Une chronique cambodgienne de Yann Moreels
Le Vice-Premier ministre cambodgien, Prak Sokhon, a été vu sur le front diplomatique durant une semaine, en tant que ministre des Affaires étrangères, négociant sans relâche sur les points de friction sensibles à la frontière entre les deux pays et cherchant à convaincre le gouvernement royal thaï de faire les mêmes pas avant le Sommet de Kuala Lumpur.
Puis ce fut Hun Manet, le Chef du gouvernement royal cambodgien, qui fut pendant trois jours l’homme le plus visible de l’entourage du premier ministre Anwar Ibrahim puis de Donald Trump arrivé dans la capitale malaise pour une signature en grande pompe. Profitant d’un apparent consensus (tout le monde est soudain d’accord comme par hasard ?) avec le premier ministre thaïlandais Anutin Charnvirakul, les signatures officielles pérennisent l’Accord du mois de juillet.
Clairement Hun Manet a profité de son intervention à Kuala Lumpur pour marquer des points au sein du 47ᵉ Sommet de l’ASEAN et de divers partenaires régionaux présents ou observateurs. Les relations diplomatiques du Cambodge s’en trouvent renforcées et donnent au Royaume une image d’un pays stable travaillant – apparemment sincèrement – pour la paix à sa frontière et accessoirement dans toute la région.

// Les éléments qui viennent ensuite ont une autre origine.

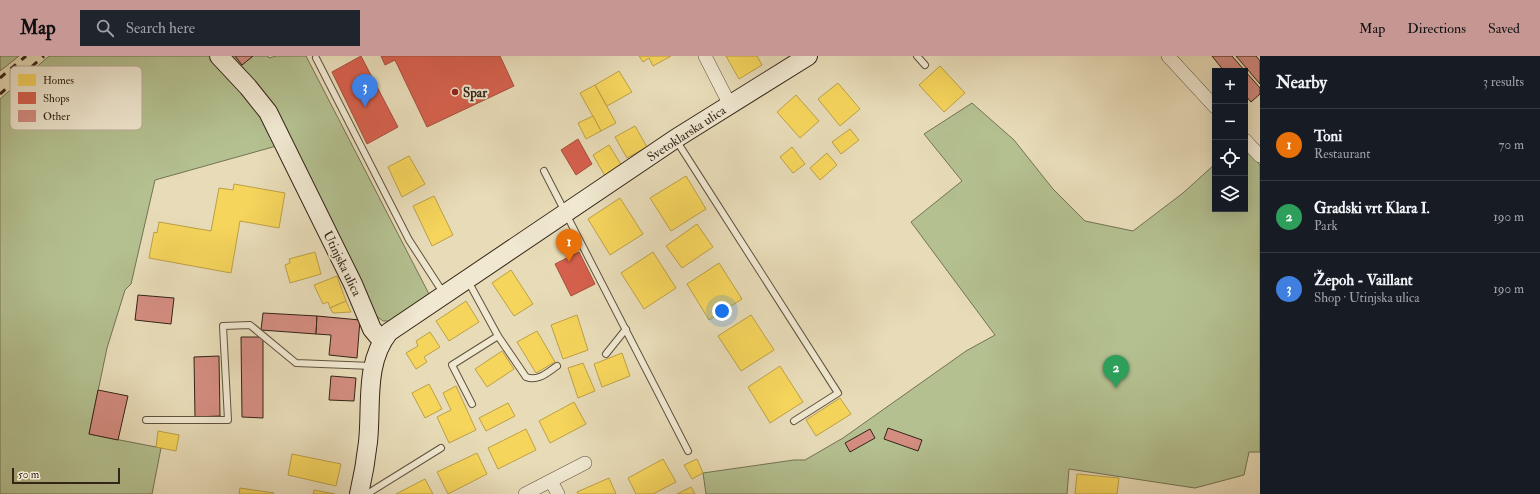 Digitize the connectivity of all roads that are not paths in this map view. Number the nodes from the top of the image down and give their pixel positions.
1 (219, 56) edge
2 (705, 56) edge
3 (808, 56) edge
4 (917, 56) edge
5 (1168, 56) edge
6 (316, 58) dead end
7 (925, 65) dead end
8 (730, 104) junction
9 (1212, 105) edge
10 (675, 139) junction
11 (1248, 143) edge
12 (1260, 156) edge
13 (544, 171) dead end
14 (566, 213) junction
15 (467, 280) junction
16 (444, 296) junction
17 (626, 329) junction
18 (498, 336) junction
19 (382, 341) junction
20 (606, 354) dead end
21 (373, 366) junction
22 (558, 366) dead end
23 (472, 404) dead end
24 (146, 420) dead end
25 (794, 420) dead end
26 (441, 448) dead end
27 (688, 450) dead end
28 (585, 463) dead end
29 (551, 481) junction
30 (359, 494) edge
31 (367, 494) edge
32 (525, 494) edge
33 (558, 494) edge

1 - 19 street, Utinjska ulica
2 - 8 street
3 - 8 street, Svetoklarska ulica
4 - 7 lane
5 - 9 street
6 - 16 lane
8 - 10 street, Svetoklarska ulica
10 - 14 street, Svetoklarska ulica
10 - 25 lane
11 - 12 street
13 - 14 lane
14 - 15 street, Svetoklarska ulica
14 - 17 lane
15 - 16 street, Svetoklarska ulica
15 - 18 lane
16 - 19 street, Svetoklarska ulica
17 - 20 lane
17 - 27 lane
18 - 22 lane
18 - 23 lane
19 - 21 street
21 - 24 lane
21 - 30 street
26 - 31 lane
28 - 29 street
29 - 32 street
29 - 33 street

Depuis lors, le Cambodge retire visiblement ses équipements guerriers les plus lourds des zones soumises à cessez-le-feu. Ses équipes logistiques entreprennent également de traiter au sol certains points de la frontière pour les déminer et les rendre accessibles à tous. Clairement ceci se fait pour répondre aux demandes des experts militaires et des souhaits de l’équipe des observateurs et ainsi faciliter les négociations avec son cher voisin… qui s’engagerait à en faire autant dans les prochains mois, notamment dans la province d’Oddar Meanchey.

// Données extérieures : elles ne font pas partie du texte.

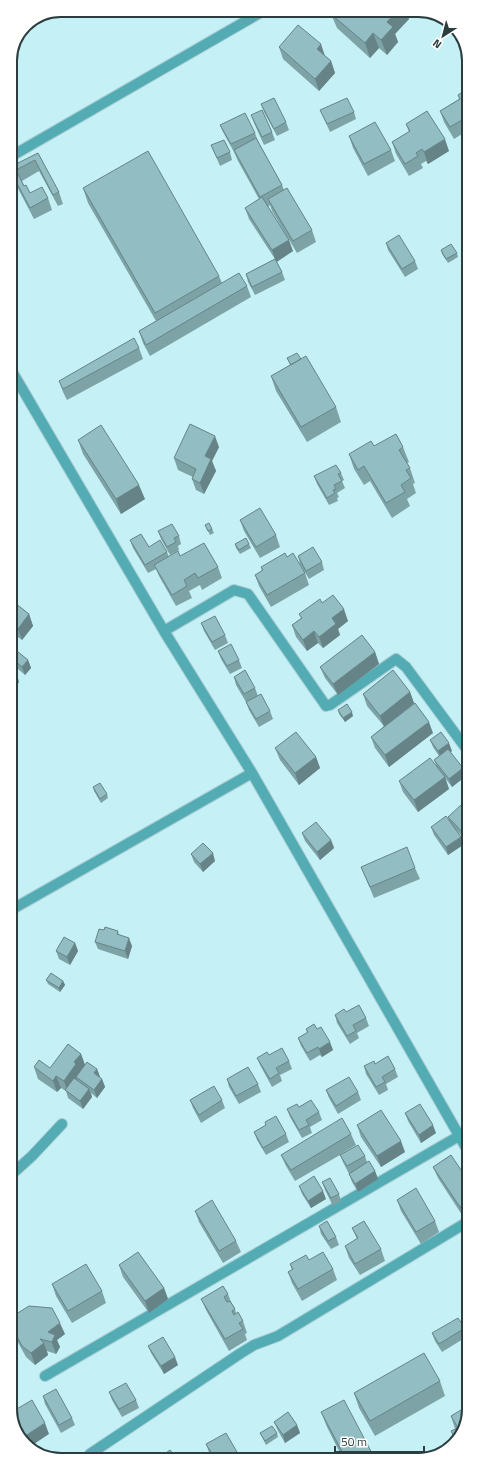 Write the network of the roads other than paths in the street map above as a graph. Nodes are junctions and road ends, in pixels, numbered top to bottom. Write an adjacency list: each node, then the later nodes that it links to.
1 (253, 17): 2 (street)
2 (17, 153)
3 (17, 380): 4 (street)
4 (164, 631): 5 (street); 6 (street)
5 (462, 743)
6 (252, 773): 7 (street); 9 (street)
7 (17, 907)
8 (62, 1124): 11 (street)
9 (459, 1136): 10 (street); 13 (street)
10 (462, 1141)
11 (17, 1170)
12 (462, 1225): 14 (street)
13 (45, 1376)
14 (91, 1453)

Mais, sur le chemin de la paix entrepris par le premier ministre cambodgien, il n’aura échappé à personne que Kuala Lumpur fut aussi pour lui l’occasion de renforcer le « partenariat » du Cambodge avec la Chine, une stratégie entamée plusieurs mois plus tôt avec le premier ministre chinois LI Qiang, mais mise en valeur à l’occasion du Sommet de l’ASEAN et du projet « Community Vision 2045 » de l’ensemble des partenaires régionaux.
Retour à Phnom Penh avec force – un plan d’action – et confiance en soi. Pas dans les autres. La confiance des autorités gouvernementales ne va pas au-delà des accords signés (Joint Declaration) et de la programmation des efforts de chacun. Le scepticisme reste dans l’air.
Des promesses ?
Qui peut croire que le conflit frontalier entre les deux pays qui dure depuis plusieurs mois, et après cinq jours de combats, va se résoudre en quelques jours, voire en quelques semaines ? Tout le monde l’espère certes mais le scepticisme reste latent avant et après Kuala Lumpur.
La présence militaire thaïlandaise est toujours là sur les points de friction et notamment par empiétement sur le sol cambodgien. Les 18 soldats khmers, détenus comme prisonniers de guerre (ou comme otages pour négociation ?) ne sont toujours pas libérés… et c’est une très forte douleur dans l’opinion publique. Une douleur et une aigreur. Oui, C’est urgent.
Vu du Cambodge, ce serait bien le moment de bouger côté thaï pour cesser les hostilités et les postures ! Et de commencer à respecter les engagements pris à Kuala Lumpur, devant témoins, y compris de la Chine.
L’ASEAN doit aussi intervenir avec ses observateurs, sans plus tarder. Phnom Penh attend avec impatience.